On "the day" I arrived in Marrakech, I settled into one of the three Riads I would stay in during my visit. I was amazed by the décor, materials and construction in the medina (walled city). I felt that I had gone back in time, or entered the rich colored textbook I used in a ninth grade history class. The medina was abuzz with activity in Place Jammaa El Fana where I found snake charmers, monkey tamers, oral story tellers, henna tattoo artists, Gnoua musicians, acrobats, food vendors and a host of pedestrians, motorbike riders, bikes carts, more motor bikes. Above it all was the smell of the food, sound of flutes (for the snakes), drums (from the musicians), and the call to prayer coming through the city in stereo sound.

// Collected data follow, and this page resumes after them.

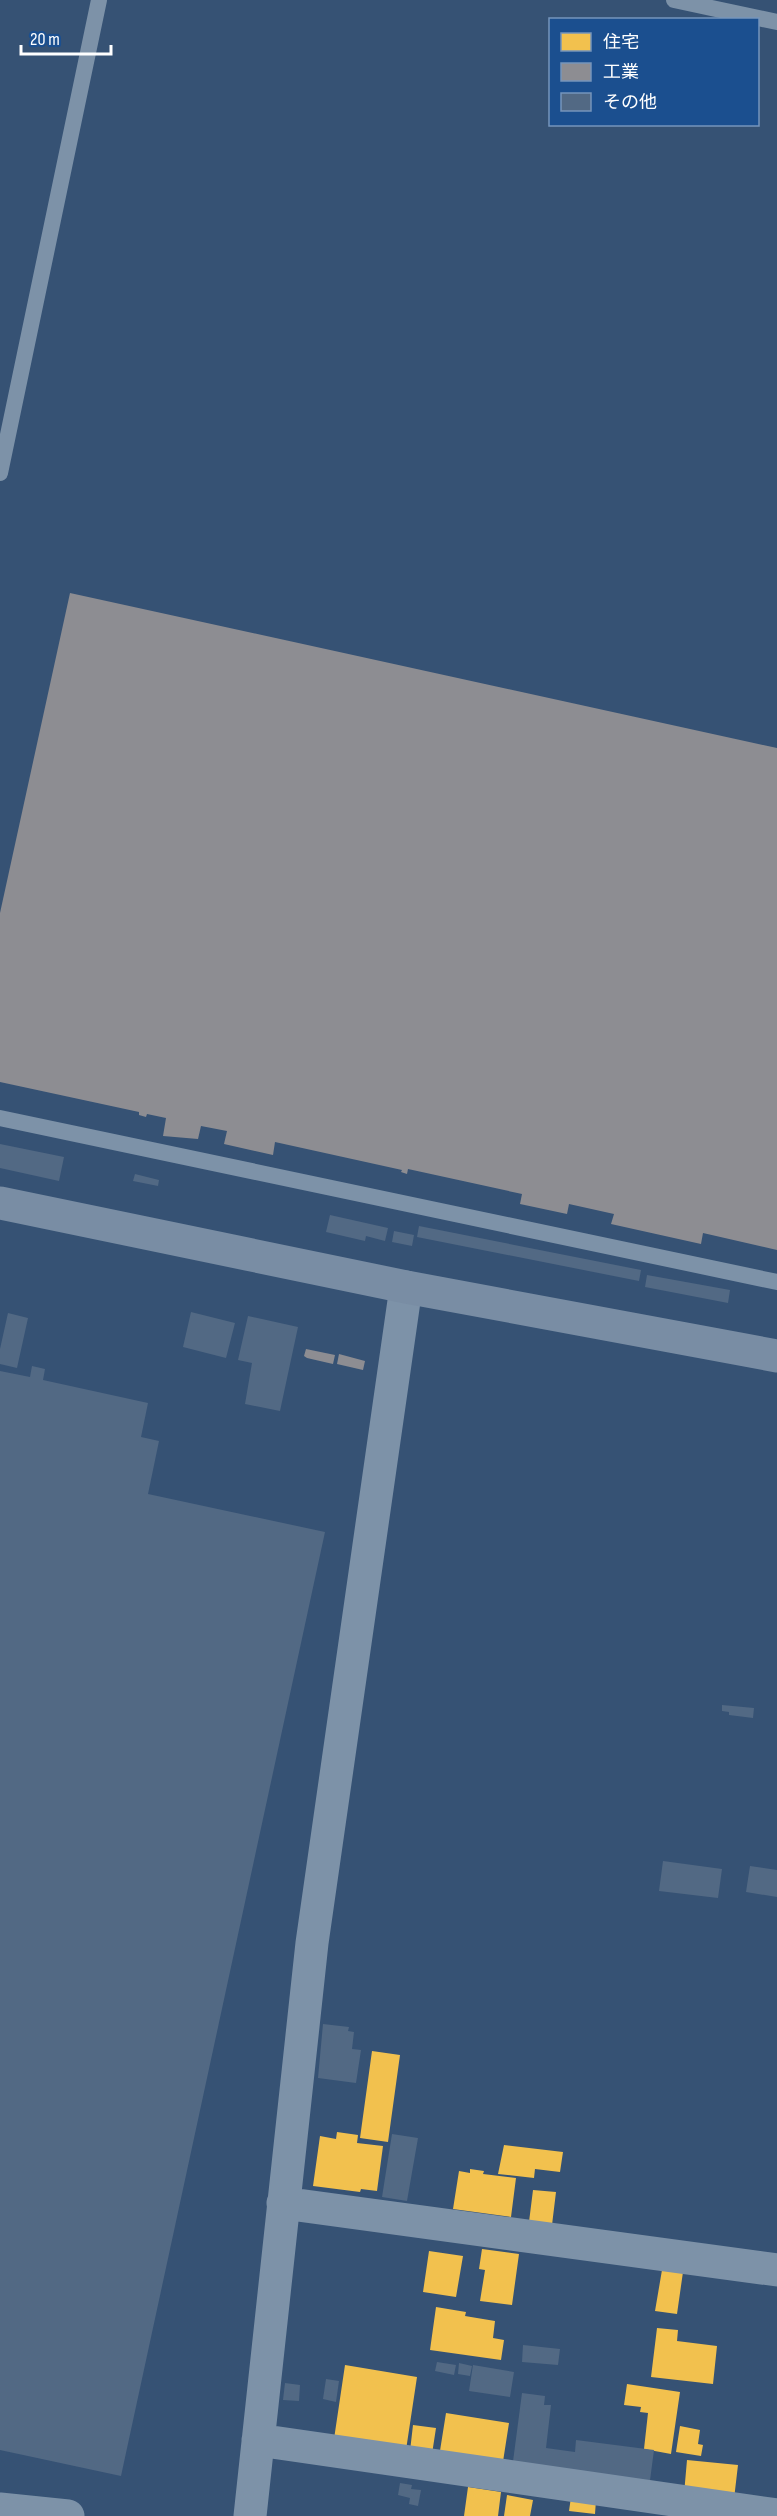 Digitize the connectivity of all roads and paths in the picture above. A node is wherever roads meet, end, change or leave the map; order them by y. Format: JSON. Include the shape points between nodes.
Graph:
{"nodes":[{"id":1,"x":99,"y":0,"type":"edge"},
{"id":2,"x":674,"y":0,"type":"edge"},
{"id":3,"x":758,"y":18,"type":"edge"},
{"id":4,"x":759,"y":18,"type":"edge"},
{"id":5,"x":777,"y":22,"type":"edge"},
{"id":6,"x":0,"y":473,"type":"edge"},
{"id":7,"x":0,"y":1118,"type":"edge"},
{"id":8,"x":0,"y":1203,"type":"edge"},
{"id":9,"x":777,"y":1282,"type":"edge"},
{"id":10,"x":406,"y":1287,"type":"junction"},
{"id":11,"x":777,"y":1356,"type":"edge"},
{"id":12,"x":283,"y":2203,"type":"junction"},
{"id":13,"x":777,"y":2270,"type":"edge"},
{"id":14,"x":258,"y":2440,"type":"junction"},
{"id":15,"x":0,"y":2509,"type":"edge"},
{"id":16,"x":777,"y":2515,"type":"edge"},
{"id":17,"x":68,"y":2516,"type":"edge"},
{"id":18,"x":250,"y":2516,"type":"edge"}],
"edges":[{"from":1,"to":6,"type":"lane"},
{"from":2,"to":3,"type":"lane"},
{"from":4,"to":5,"type":"lane"},
{"from":7,"to":9,"type":"lane"},
{"from":8,"to":10,"type":"street"},
{"from":10,"to":11,"type":"street"},
{"from":10,"to":12,"type":"street","via":[[312,1943]]},
{"from":12,"to":13,"type":"street"},
{"from":12,"to":14,"type":"street"},
{"from":14,"to":16,"type":"street"},
{"from":14,"to":18,"type":"street"},
{"from":15,"to":17,"type":"street"}]}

This would seem like overload, but try to process it. I didn't. I lived in it like I was meant to be there. As a black dread locked American, I was welcomed by all, and actually at times I felt invisible, although I know I did not blend in.
I found the people of Marrakech friendly, passive and welcoming. Merchants are sorry that more American tourists have not returned. One of the reasons is that Americans buy stuff at the given price, and don't try to negotiate. One major thing I learned in Maroc is that: "The price is not the price". This translates to everything is negotiable. They also like to trade, so take copies of your CDs and tapes, clothes, electronics, watches, etc.

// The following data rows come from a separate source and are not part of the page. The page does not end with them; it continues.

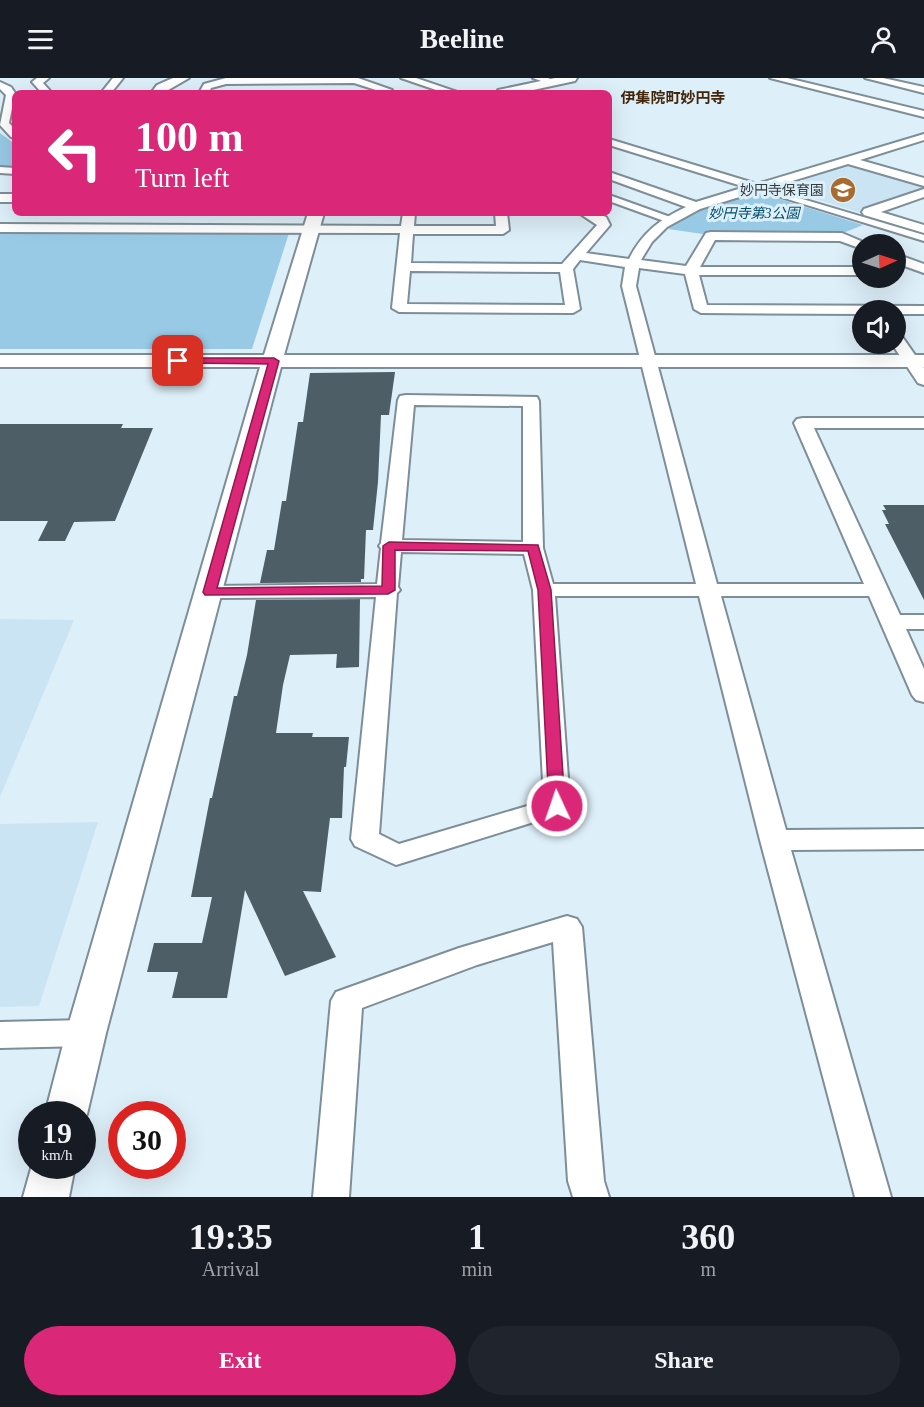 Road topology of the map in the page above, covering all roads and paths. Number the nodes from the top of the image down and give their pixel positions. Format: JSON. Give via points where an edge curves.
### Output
{"nodes":[{"id":1,"x":118,"y":78,"type":"edge"},
{"id":2,"x":183,"y":78,"type":"edge"},
{"id":3,"x":538,"y":78,"type":"edge"},
{"id":4,"x":571,"y":78,"type":"edge"},
{"id":5,"x":775,"y":78,"type":"edge"},
{"id":6,"x":870,"y":78,"type":"edge"},
{"id":7,"x":399,"y":79,"type":"edge"},
{"id":8,"x":281,"y":81,"type":"junction"},
{"id":9,"x":552,"y":82,"type":"junction"},
{"id":10,"x":0,"y":85,"type":"edge"},
{"id":11,"x":371,"y":89,"type":"edge"},
{"id":12,"x":108,"y":90,"type":"edge"},
{"id":13,"x":159,"y":90,"type":"edge"},
{"id":14,"x":205,"y":90,"type":"edge"},
{"id":15,"x":277,"y":90,"type":"edge"},
{"id":16,"x":443,"y":90,"type":"edge"},
{"id":17,"x":516,"y":90,"type":"edge"},
{"id":18,"x":924,"y":92,"type":"edge"},
{"id":19,"x":883,"y":104,"type":"junction"},
{"id":20,"x":924,"y":114,"type":"edge"},
{"id":21,"x":12,"y":132,"type":"edge"},
{"id":22,"x":924,"y":137,"type":"edge"},
{"id":23,"x":612,"y":143,"type":"edge"},
{"id":24,"x":896,"y":145,"type":"junction"},
{"id":25,"x":915,"y":150,"type":"dead end"},
{"id":26,"x":847,"y":160,"type":"junction"},
{"id":27,"x":612,"y":176,"type":"edge"},
{"id":28,"x":924,"y":182,"type":"edge"},
{"id":29,"x":757,"y":187,"type":"junction"},
{"id":30,"x":924,"y":193,"type":"edge"},
{"id":31,"x":612,"y":199,"type":"edge"},
{"id":32,"x":696,"y":206,"type":"junction"},
{"id":33,"x":20,"y":216,"type":"edge"},
{"id":34,"x":118,"y":216,"type":"edge"},
{"id":35,"x":213,"y":216,"type":"edge"},
{"id":36,"x":409,"y":216,"type":"edge"},
{"id":37,"x":501,"y":216,"type":"edge"},
{"id":38,"x":592,"y":216,"type":"edge"},
{"id":39,"x":670,"y":220,"type":"junction"},
{"id":40,"x":314,"y":221,"type":"edge"},
{"id":41,"x":6,"y":228,"type":"edge"},
{"id":42,"x":109,"y":229,"type":"junction"},
{"id":43,"x":924,"y":229,"type":"edge"},
{"id":44,"x":207,"y":230,"type":"junction"},
{"id":45,"x":407,"y":230,"type":"junction"},
{"id":46,"x":924,"y":238,"type":"edge"},
{"id":47,"x":852,"y":241,"type":"edge"},
{"id":48,"x":577,"y":256,"type":"junction"},
{"id":49,"x":906,"y":262,"type":"edge"},
{"id":50,"x":631,"y":264,"type":"junction"},
{"id":51,"x":403,"y":267,"type":"junction"},
{"id":52,"x":566,"y":268,"type":"junction"},
{"id":53,"x":924,"y":269,"type":"edge"},
{"id":54,"x":906,"y":270,"type":"edge"},
{"id":55,"x":690,"y":271,"type":"junction"},
{"id":56,"x":852,"y":271,"type":"edge"},
{"id":57,"x":852,"y":310,"type":"edge"},
{"id":58,"x":906,"y":310,"type":"edge"},
{"id":59,"x":924,"y":310,"type":"edge"},
{"id":60,"x":906,"y":348,"type":"edge"},
{"id":61,"x":0,"y":361,"type":"edge"},
{"id":62,"x":274,"y":361,"type":"junction"},
{"id":63,"x":649,"y":361,"type":"junction"},
{"id":64,"x":918,"y":361,"type":"edge"},
{"id":65,"x":924,"y":380,"type":"edge"},
{"id":66,"x":924,"y":423,"type":"edge"},
{"id":67,"x":389,"y":546,"type":"junction"},
{"id":68,"x":533,"y":548,"type":"junction"},
{"id":69,"x":388,"y":590,"type":"junction"},
{"id":70,"x":544,"y":590,"type":"junction"},
{"id":71,"x":877,"y":590,"type":"junction"},
{"id":72,"x":709,"y":591,"type":"junction"},
{"id":73,"x":209,"y":592,"type":"junction"},
{"id":74,"x":892,"y":622,"type":"junction"},
{"id":75,"x":924,"y":622,"type":"edge"},
{"id":76,"x":924,"y":694,"type":"edge"},
{"id":77,"x":924,"y":839,"type":"edge"},
{"id":78,"x":774,"y":840,"type":"junction"},
{"id":79,"x":86,"y":1033,"type":"junction"},
{"id":80,"x":0,"y":1035,"type":"edge"},
{"id":81,"x":69,"y":1101,"type":"edge"},
{"id":82,"x":50,"y":1179,"type":"edge"},
{"id":83,"x":46,"y":1197,"type":"edge"},
{"id":84,"x":331,"y":1197,"type":"edge"},
{"id":85,"x":591,"y":1197,"type":"edge"},
{"id":86,"x":873,"y":1197,"type":"edge"}],
"edges":[{"from":1,"to":12,"type":"street"},
{"from":2,"to":13,"type":"street"},
{"from":3,"to":9,"type":"street"},
{"from":4,"to":9,"type":"street"},
{"from":5,"to":19,"type":"street"},
{"from":6,"to":18,"type":"street"},
{"from":7,"to":11,"type":"street"},
{"from":7,"to":16,"type":"street"},
{"from":8,"to":11,"type":"street","via":[[355,80]]},
{"from":8,"to":14,"type":"street","via":[[226,81]]},
{"from":8,"to":15,"type":"street"},
{"from":9,"to":17,"type":"street"},
{"from":10,"to":21,"type":"street","via":[[11,95],[4,123]]},
{"from":18,"to":19,"type":"street"},
{"from":19,"to":20,"type":"street"},
{"from":22,"to":24,"type":"street"},
{"from":23,"to":29,"type":"street"},
{"from":24,"to":25,"type":"street"},
{"from":24,"to":26,"type":"street"},
{"from":26,"to":28,"type":"street"},
{"from":26,"to":29,"type":"street"},
{"from":27,"to":32,"type":"street"},
{"from":29,"to":32,"type":"street"},
{"from":29,"to":46,"type":"street"},
{"from":30,"to":43,"type":"street","via":[[868,212]]},
{"from":31,"to":39,"type":"street"},
{"from":32,"to":39,"type":"street"},
{"from":33,"to":41,"type":"street"},
{"from":34,"to":42,"type":"street"},
{"from":35,"to":44,"type":"street"},
{"from":36,"to":45,"type":"street"},
{"from":37,"to":45,"type":"street","via":[[503,230]]},
{"from":38,"to":48,"type":"street","via":[[604,225]]},
{"from":39,"to":50,"type":"street","via":[[656,231]]},
{"from":40,"to":44,"type":"street"},
{"from":40,"to":45,"type":"street"},
{"from":40,"to":62,"type":"street"},
{"from":41,"to":42,"type":"street"},
{"from":42,"to":44,"type":"street"},
{"from":45,"to":51,"type":"street"},
{"from":47,"to":55,"type":"street","via":[[842,237],[711,236]]},
{"from":48,"to":50,"type":"street"},
{"from":48,"to":52,"type":"street"},
{"from":49,"to":53,"type":"street"},
{"from":50,"to":55,"type":"street"},
{"from":50,"to":63,"type":"street","via":[[629,286]]},
{"from":51,"to":52,"type":"street"},
{"from":51,"to":52,"type":"street","via":[[399,308],[573,309]]},
{"from":53,"to":54,"type":"street"},
{"from":55,"to":56,"type":"street"},
{"from":55,"to":57,"type":"street","via":[[701,309]]},
{"from":58,"to":59,"type":"street"},
{"from":60,"to":64,"type":"street"},
{"from":61,"to":62,"type":"street"},
{"from":62,"to":63,"type":"street"},
{"from":62,"to":73,"type":"street"},
{"from":63,"to":64,"type":"street"},
{"from":63,"to":72,"type":"street"},
{"from":64,"to":65,"type":"street"},
{"from":66,"to":71,"type":"street","via":[[803,423]]},
{"from":67,"to":68,"type":"street"},
{"from":67,"to":68,"type":"street","via":[[405,400],[531,400]]},
{"from":67,"to":69,"type":"street"},
{"from":68,"to":70,"type":"street"},
{"from":69,"to":70,"type":"street","via":[[365,839],[396,855],[557,806]]},
{"from":69,"to":73,"type":"street"},
{"from":70,"to":72,"type":"street"},
{"from":71,"to":72,"type":"street"},
{"from":71,"to":74,"type":"street"},
{"from":72,"to":78,"type":"street"},
{"from":73,"to":79,"type":"street"},
{"from":74,"to":75,"type":"street"},
{"from":74,"to":76,"type":"street"},
{"from":77,"to":78,"type":"street"},
{"from":78,"to":86,"type":"street"},
{"from":79,"to":80,"type":"street"},
{"from":79,"to":81,"type":"street"},
{"from":82,"to":83,"type":"street"},
{"from":84,"to":85,"type":"street","via":[[347,1001],[470,956],[567,927],[586,1181]]}]}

Nomadic people founded Marrakech. They are used to traders from Africa and Europe coming there for centuries. You'll feel welcome and you'll learn their customs and traditions that are strongly held by people in the city, mountains and seaside towns.
A short ride from Marrakech is the Ourika Valley, where you will find the Berber people who live a simple life, and are happy and proud. They settled in the fertile valley in sight of the snowcapped Atlas mountains, next to cascading waterfalls. They grind wheat, make bread, raise and eat goats and sheep. From these animals and plants, they make a number of handcrafts.

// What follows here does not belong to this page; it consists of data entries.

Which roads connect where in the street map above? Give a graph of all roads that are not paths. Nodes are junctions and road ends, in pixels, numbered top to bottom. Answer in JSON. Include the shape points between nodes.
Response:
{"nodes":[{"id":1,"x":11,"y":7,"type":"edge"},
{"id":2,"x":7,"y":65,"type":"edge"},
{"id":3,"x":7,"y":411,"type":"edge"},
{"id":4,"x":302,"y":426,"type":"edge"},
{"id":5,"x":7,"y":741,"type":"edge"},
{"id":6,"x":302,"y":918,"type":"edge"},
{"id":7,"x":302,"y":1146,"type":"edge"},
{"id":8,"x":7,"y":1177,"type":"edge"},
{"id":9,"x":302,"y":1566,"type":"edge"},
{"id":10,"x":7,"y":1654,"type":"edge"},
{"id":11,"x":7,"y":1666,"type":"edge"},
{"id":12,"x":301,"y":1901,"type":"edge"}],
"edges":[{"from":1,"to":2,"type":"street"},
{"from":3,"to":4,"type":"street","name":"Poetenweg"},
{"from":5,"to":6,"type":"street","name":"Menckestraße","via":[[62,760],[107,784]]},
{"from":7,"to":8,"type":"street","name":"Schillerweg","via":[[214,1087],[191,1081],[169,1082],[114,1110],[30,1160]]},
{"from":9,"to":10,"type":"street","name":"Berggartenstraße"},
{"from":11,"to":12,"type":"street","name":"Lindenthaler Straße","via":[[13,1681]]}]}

I also visited Essaouira, 2.5 hours south of Marrakech where they have a small medina, souks, fishing port and horseshoe beach. There is not a lot to do there, so you can truly relax after a day of walking around and shopping. They have some of the most beautiful Thuya wood products you will see in your life. If you bring your own designs, they will inlay them with aluminum and mother of pearl and create custom works of art.
You can walk the streets and the beach until the wee hours and feel safe. You can also play soccer, go for a quad bike ride on the dunes, ride camels or sit on the terrace of Madada Mogador and take it easy. When returning to Marrakech from Essaouira, you can tell that you are in the city. The New York Times recently published an article on Essaouira.
When asked about my "walk", I tell people it was a true cultural experience. What I got from it is that you need to take more time to have tea with friends. When you hear the price, remember, it's not the real price – everything is negotiable. Please take that with you in your walk in life.
I've realized that the universe speaks to you when you are willing to listen. Salam.